6. If you can have a decrypted BD3D (using AnyDVD, etc), you should be able to make a identical disc image (with same size and retaining the hard links, since they're included in the UDF 2.6 filesystem on the disc) with Imgburn and the like, in ISO mode.
7. For others reading this, at the time of this writing, there is really only 1 true non-destructive/lossy method of ripping and converting a BD3D, and even using the newest shareware tools (see http://www.biohemmet.se/forum/viewtopic.php?id=245&p=7), it's not a simple or easy process at present. Good luck!
Last edited by Cornucopia; 3rd Aug 2012 at 10:17. Reason: some more minor clarifications
You da MAN, Baldrick!
Thank you very much for the outstanding explanation !!
The 3dbdbuster picture seems to indicate you can only add a new subtitle track on SBS and Over/Under mode. So I guess in order to add a new subtitle track while keeping all original 3DBD structure, may require this tool to evolve, or perhaps a new tool to become available !!

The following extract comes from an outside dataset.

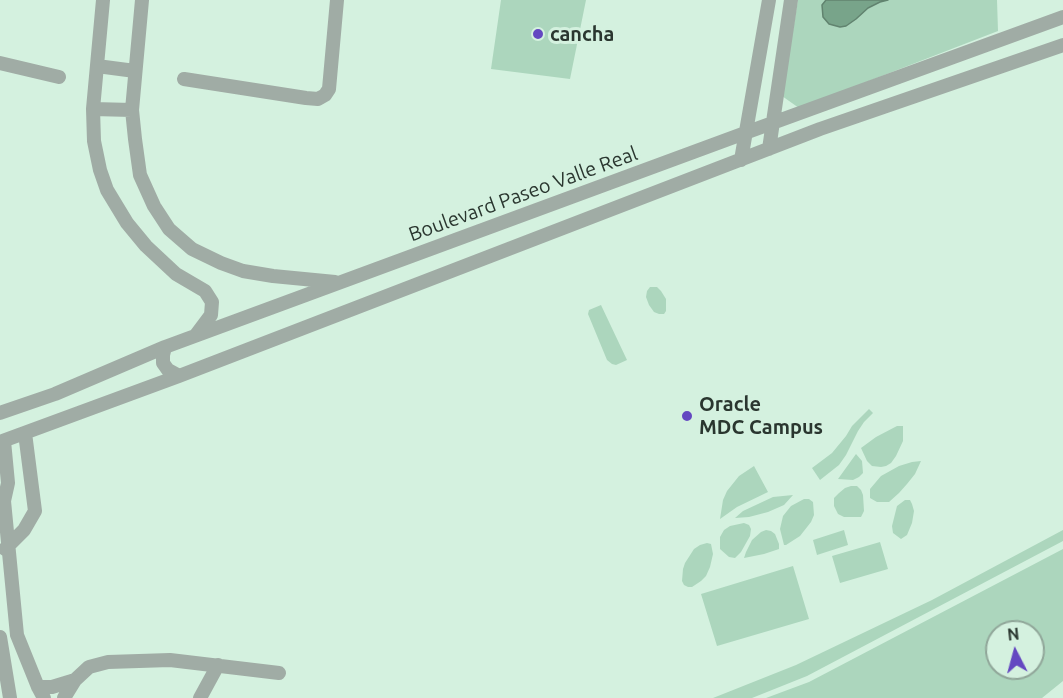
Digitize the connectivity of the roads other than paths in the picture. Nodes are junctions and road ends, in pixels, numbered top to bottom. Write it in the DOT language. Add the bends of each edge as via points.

Yes, the new DVDfab version is quite nice, but still does not provide BD3D to BD3D reauthor capabilities. All the 3D ripping options are to other formats such as MKV, except BD3D.

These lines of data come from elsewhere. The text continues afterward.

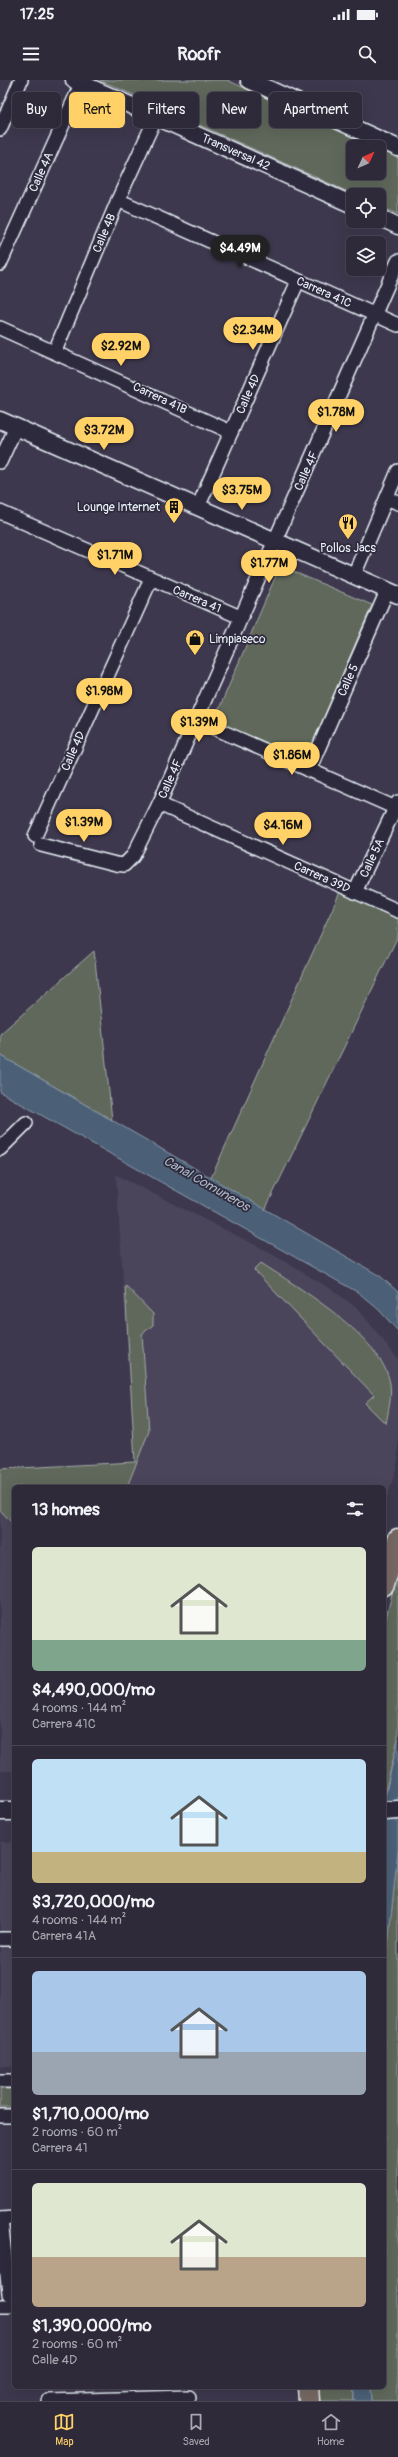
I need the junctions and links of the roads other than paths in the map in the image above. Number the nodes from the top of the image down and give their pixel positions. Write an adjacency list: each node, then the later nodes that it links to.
1 (21, 80): 7 (street)
2 (249, 80): 8 (street)
3 (79, 81): 4 (street, Transversal 42); 13 (street, Calle 4A)
4 (133, 106)
5 (151, 128): 9 (street, Calle 4B)
6 (181, 128): 10 (street, Transversal 42)
7 (0, 129)
8 (398, 148)
9 (118, 200): 15 (street, Carrera 41C); 19 (street, Calle 4B)
10 (346, 202)
11 (386, 220): 12 (street)
12 (398, 226)
13 (1, 260)
14 (398, 260): 16 (street, Calle 4F)
15 (298, 281): 16 (street, Carrera 41C); 22 (street, Calle 4D)
16 (374, 314): 17 (street, Carrera 41C); 28 (street, Calle 4F)
17 (398, 325)
18 (0, 328): 19 (street, Carrera 41B)
19 (55, 351): 22 (street, Carrera 41B)
20 (0, 420): 21 (street)
21 (16, 427): 23 (street); 26 (street)
22 (231, 432): 26 (street, Calle 4D)
23 (0, 462)
24 (398, 472): 25 (street)
25 (392, 501): 29 (street)
26 (198, 507): 28 (street)
27 (0, 512): 30 (street, Carrera 41)
28 (275, 540): 29 (street); 32 (street, Calle 4F)
29 (354, 575): 31 (street)
30 (151, 579): 32 (street, Carrera 41); 37 (street, Calle 4D)
31 (393, 593): 34 (street, Calle 5)
32 (240, 617): 33 (street, Calle 4F)
33 (196, 720): 34 (street); 35 (street, Calle 4F)
34 (309, 770): 36 (street)
35 (159, 804): 37 (street, Calle 4F); 38 (street, Carrera 39D)
36 (397, 806): 38 (street, Calle 5A)
37 (133, 856)
38 (355, 892): 39 (street, Carrera 39D)
39 (398, 911)
40 (26, 1123): 41 (street)
41 (0, 1149)
42 (398, 1539): 43 (main road)
43 (386, 1578)
44 (398, 1810): 47 (main road)
45 (0, 1811): 46 (main road)
46 (12, 1811)
47 (386, 1811)
48 (0, 1939): 49 (street)
49 (12, 1939)
50 (0, 2081): 51 (street)
51 (12, 2081)
52 (0, 2116): 53 (street)
53 (12, 2116)
54 (5, 2219): 55 (street)
55 (8, 2294)
56 (0, 2306): 57 (street)
57 (12, 2306)
58 (308, 2389): 61 (main road)
59 (190, 2395): 60 (street)
60 (48, 2401)
61 (309, 2401)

We are yet to see a tool that is capable of removing/adding subtitles/audio to BD3D, without reencoding, and keeping the BD3D file structure. This tool exists for 2D BD, and I believe we are all familiar with it: multiAVCHD.
More than 4 months have passed since this thread, I was wondering if there is a tool with BD3D authoring capabilities?
One more question on this subject - I have an MKV file of a 3D movie, and its format is 1920x2160 (looks like over/under of two 1920x1080 images). Is it possible to convert it back to a BD3D format?
Thanks in advance,
I have been doing a lot of research since my first post, and up to this point there seem to be very limited solutions. One of them is a combination of BDdemuxer pro 2.2 and Scenarist 5.5. The first is triaware and the second is a paid software.
I have sucessfully demuxed a few 3D titles, but I am struggling with Scenarist on re-creating the BD3D (I have created 2D Blurays sucessfully with Scenarist, on the other hand). I am now looking around for a Scenarist 3D tutorial, but have not been able to find anything yet.
To author BD3D with Scenarist, you need a 3D-capable version of Scenarist (v 5.5 or better) and MVC assets that rigidly follow their spec. Sonic also has "Cinevision 3D" which costs less (but still ain't cheap!).
BD3D is still cutting edge and very license/patent rich, so will be unlikely that there will be any cheap/free solutions anytime soon.
You may want to see if Roxio's Creator 2011 will do the trick for you, that's about as low cost as you're going to get for awhile. (michaeltsi, this might work for you, too.)
p.s. I read that you've GOT v 5.5 of Scenarist, so you should already have the documentation about how to author BD3D. There won't be any tutorials on the 'Net that aren't Movie Industry oriented (read $$$$).
Just read up on Roxio Creator's specs - they DON'T support BD3D. Looks like their 3D abilities on disc is limited to Anaglyph DVD (and maybe "RealD DVD", whatever that ends up to be - since when have they been involved in anything but display technology?).
Yes, Scenarist is about the only option at this point really. I feel I am almost there on being able to remux a BD3D, but I am missing a critical step that would allow me to sucesfully complete my authoring.
I have found what seems to be a Scenarist 3D tutorial, but I have nob been able to download it, since it appears to block IPs that are non-Chinese. If anybody wants to give it a shot, here goes the link.
Introduction to Blu-ray 3D Production.mkv
Please, if anybody is brave enought to try and get it, it would be nice to put it in a standard Hotfile link
Thanks in advance !
Doesn't seem to work for me, sorry. I can't find the link (of course, not reading Chinese doesn't help - I should call my Brother-in-Law). Nothing seems to get me to a download.